Murray Henderson

Personal information
- Full name: Murray Henderson
- Date of birth: 15 June 1980 (age 44)
- Place of birth: Lanark, Scotland
- Position(s): Defender

Senior career*
- Years: Team / Apps / (Gls)
- Balmore Amateurs
- 2003–2006: Stranraer / 105 / (12)
- 2006–2007: Queen of the South / 14 / (1)
- 2007–2009: Ayr United / 33 / (1)
- 2009: → Arthurlie (loan)
- 2009–2010: Stranraer / 29 / (1)
- 2010–: Clyde / 7 / (0)

= Murray Henderson (footballer) =

Scottish footballer

Murray Henderson (born 15 June 1980 in Lanark) is a Scottish right sided defender.
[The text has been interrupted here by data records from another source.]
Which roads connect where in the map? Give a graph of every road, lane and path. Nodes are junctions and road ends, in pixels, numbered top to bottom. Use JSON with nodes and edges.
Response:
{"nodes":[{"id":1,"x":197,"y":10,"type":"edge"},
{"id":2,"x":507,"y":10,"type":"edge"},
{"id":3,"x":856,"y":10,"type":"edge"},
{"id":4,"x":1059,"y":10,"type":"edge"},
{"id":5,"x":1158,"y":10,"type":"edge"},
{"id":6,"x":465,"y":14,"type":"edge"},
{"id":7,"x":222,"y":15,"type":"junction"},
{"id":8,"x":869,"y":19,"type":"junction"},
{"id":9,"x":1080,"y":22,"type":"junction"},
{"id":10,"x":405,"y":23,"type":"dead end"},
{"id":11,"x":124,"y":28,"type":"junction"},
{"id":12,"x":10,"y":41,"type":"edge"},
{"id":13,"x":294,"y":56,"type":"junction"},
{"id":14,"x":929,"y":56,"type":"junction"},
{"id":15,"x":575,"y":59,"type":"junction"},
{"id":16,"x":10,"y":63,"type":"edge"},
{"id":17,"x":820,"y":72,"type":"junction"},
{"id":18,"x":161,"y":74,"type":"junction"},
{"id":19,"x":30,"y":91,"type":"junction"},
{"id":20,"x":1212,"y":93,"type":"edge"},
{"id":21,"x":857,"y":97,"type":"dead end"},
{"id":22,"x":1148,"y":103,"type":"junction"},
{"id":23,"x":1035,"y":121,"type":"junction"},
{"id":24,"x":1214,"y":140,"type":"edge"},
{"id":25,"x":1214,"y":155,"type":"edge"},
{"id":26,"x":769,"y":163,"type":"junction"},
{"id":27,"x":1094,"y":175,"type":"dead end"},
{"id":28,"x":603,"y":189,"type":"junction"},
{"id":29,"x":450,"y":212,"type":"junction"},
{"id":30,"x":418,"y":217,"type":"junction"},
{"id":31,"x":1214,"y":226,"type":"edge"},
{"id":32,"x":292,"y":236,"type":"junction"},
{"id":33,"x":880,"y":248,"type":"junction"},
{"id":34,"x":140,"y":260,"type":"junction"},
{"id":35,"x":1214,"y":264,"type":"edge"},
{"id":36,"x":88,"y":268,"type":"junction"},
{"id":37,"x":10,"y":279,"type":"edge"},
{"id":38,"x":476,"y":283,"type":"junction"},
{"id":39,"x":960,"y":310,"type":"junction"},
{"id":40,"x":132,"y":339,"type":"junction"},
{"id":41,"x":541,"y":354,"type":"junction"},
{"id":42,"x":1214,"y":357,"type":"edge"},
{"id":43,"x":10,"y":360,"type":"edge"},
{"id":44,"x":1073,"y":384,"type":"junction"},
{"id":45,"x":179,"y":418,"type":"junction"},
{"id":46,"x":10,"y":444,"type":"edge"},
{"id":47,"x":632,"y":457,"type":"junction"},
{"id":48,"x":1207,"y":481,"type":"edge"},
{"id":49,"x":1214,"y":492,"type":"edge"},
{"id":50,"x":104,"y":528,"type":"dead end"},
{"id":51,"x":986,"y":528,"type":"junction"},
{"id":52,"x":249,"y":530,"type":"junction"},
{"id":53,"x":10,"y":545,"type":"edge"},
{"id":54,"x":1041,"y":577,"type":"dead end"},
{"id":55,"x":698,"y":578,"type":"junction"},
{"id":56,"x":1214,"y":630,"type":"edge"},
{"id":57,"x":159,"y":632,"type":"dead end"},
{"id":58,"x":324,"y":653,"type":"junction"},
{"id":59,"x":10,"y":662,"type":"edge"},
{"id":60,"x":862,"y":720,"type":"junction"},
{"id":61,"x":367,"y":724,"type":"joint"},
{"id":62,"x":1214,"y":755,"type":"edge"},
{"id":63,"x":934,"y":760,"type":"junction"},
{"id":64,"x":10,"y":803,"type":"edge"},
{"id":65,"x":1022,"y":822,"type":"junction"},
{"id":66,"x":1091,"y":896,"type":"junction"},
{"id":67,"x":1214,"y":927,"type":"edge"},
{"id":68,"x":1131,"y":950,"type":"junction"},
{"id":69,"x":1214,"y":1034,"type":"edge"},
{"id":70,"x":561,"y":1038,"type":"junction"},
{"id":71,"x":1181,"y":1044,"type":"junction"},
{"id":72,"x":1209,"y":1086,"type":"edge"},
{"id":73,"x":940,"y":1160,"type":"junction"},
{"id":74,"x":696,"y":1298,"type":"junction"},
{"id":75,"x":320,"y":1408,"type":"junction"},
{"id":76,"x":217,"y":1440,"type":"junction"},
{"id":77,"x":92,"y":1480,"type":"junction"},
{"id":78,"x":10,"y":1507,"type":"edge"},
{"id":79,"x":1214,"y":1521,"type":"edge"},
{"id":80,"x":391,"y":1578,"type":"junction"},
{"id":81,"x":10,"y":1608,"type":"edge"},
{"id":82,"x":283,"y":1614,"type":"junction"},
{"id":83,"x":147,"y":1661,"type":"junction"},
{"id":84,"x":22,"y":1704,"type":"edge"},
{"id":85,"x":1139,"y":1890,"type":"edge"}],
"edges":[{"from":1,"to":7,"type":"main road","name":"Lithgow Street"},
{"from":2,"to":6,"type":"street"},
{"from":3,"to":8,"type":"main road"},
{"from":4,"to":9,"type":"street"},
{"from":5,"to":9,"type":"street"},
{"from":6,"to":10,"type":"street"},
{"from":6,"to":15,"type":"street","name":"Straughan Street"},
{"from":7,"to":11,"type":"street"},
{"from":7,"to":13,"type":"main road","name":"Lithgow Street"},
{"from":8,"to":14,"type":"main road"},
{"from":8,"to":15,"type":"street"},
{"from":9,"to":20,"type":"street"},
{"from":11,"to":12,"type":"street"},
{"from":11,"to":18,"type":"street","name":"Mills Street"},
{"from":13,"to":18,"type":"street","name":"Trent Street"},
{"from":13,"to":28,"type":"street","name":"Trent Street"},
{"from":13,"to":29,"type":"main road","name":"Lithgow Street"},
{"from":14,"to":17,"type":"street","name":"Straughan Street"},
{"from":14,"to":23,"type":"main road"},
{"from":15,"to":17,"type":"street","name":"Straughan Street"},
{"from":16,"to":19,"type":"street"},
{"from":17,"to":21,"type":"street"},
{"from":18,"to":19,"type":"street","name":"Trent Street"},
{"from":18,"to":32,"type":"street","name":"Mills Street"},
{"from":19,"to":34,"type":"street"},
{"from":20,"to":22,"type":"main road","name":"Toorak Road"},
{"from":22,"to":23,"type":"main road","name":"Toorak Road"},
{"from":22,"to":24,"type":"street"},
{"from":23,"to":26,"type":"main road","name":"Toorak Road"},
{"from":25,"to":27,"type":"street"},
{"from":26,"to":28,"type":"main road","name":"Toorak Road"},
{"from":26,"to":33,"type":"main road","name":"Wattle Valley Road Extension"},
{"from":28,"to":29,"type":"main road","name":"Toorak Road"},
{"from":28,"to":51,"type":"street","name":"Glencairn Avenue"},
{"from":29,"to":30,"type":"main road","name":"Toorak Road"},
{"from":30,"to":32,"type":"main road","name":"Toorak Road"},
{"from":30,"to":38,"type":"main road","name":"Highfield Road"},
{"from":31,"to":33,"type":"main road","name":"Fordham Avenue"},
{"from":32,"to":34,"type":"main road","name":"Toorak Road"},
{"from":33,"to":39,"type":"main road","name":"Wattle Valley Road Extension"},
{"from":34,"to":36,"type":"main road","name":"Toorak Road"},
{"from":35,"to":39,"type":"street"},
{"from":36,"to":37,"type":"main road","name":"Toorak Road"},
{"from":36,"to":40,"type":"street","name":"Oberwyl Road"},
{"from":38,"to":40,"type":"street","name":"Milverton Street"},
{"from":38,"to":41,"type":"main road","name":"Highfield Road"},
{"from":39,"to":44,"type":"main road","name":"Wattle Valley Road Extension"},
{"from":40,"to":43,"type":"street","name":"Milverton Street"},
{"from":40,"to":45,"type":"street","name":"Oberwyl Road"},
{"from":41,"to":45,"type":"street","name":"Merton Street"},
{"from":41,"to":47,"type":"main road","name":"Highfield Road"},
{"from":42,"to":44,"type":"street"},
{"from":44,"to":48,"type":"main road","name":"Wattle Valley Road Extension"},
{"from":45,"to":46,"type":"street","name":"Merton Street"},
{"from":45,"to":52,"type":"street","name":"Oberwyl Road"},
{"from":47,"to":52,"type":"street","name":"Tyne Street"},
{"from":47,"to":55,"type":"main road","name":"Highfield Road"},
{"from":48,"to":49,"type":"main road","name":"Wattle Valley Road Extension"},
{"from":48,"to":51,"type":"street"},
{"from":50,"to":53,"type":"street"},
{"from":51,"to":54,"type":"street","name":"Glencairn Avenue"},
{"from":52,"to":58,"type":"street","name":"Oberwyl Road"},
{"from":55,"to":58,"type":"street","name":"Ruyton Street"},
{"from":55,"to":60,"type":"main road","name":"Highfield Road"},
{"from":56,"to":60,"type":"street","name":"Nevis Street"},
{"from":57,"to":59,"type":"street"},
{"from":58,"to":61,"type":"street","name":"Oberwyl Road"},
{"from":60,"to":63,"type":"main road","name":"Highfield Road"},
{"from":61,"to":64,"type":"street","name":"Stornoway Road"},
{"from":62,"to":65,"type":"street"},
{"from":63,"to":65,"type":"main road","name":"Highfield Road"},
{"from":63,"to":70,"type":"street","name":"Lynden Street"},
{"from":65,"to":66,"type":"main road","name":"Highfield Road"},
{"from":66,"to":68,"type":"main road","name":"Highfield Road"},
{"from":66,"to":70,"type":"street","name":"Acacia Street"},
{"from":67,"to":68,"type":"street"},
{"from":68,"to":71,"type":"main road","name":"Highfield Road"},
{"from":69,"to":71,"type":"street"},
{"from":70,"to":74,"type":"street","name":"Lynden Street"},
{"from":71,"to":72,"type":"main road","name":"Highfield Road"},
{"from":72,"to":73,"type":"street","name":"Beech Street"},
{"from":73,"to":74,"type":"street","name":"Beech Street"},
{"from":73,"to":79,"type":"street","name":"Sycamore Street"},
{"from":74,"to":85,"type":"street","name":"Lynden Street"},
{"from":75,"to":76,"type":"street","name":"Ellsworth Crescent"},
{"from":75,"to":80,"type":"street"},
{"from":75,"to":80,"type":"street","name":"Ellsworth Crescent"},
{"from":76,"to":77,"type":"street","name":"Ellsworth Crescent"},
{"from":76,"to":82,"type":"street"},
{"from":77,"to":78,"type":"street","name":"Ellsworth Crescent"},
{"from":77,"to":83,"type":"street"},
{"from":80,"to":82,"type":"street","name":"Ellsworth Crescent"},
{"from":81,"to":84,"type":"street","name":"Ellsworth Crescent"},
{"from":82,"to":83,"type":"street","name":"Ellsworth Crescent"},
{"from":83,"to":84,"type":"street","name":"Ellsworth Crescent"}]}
His most recent club was Clyde, who he left in December 2010 in order to take up a role based in Dubai as part of his full-time job.

==Career==
Henderson's previous clubs include Balmore and Stranraer. He impressed manager Ian McCall when playing and scoring for Stranraer versus Dundee United and again in the encounters with his former side Stranraer, which he captained.

After a long spell on the sidelines at Queens with an ankle injury, he struggled to break into the first team and was released at the end of season 2006–2007. He signed for Ayr United, following Queen of the South and Stranraer teammate Barry John Corr. Henderson signed for Clyde in May 2010.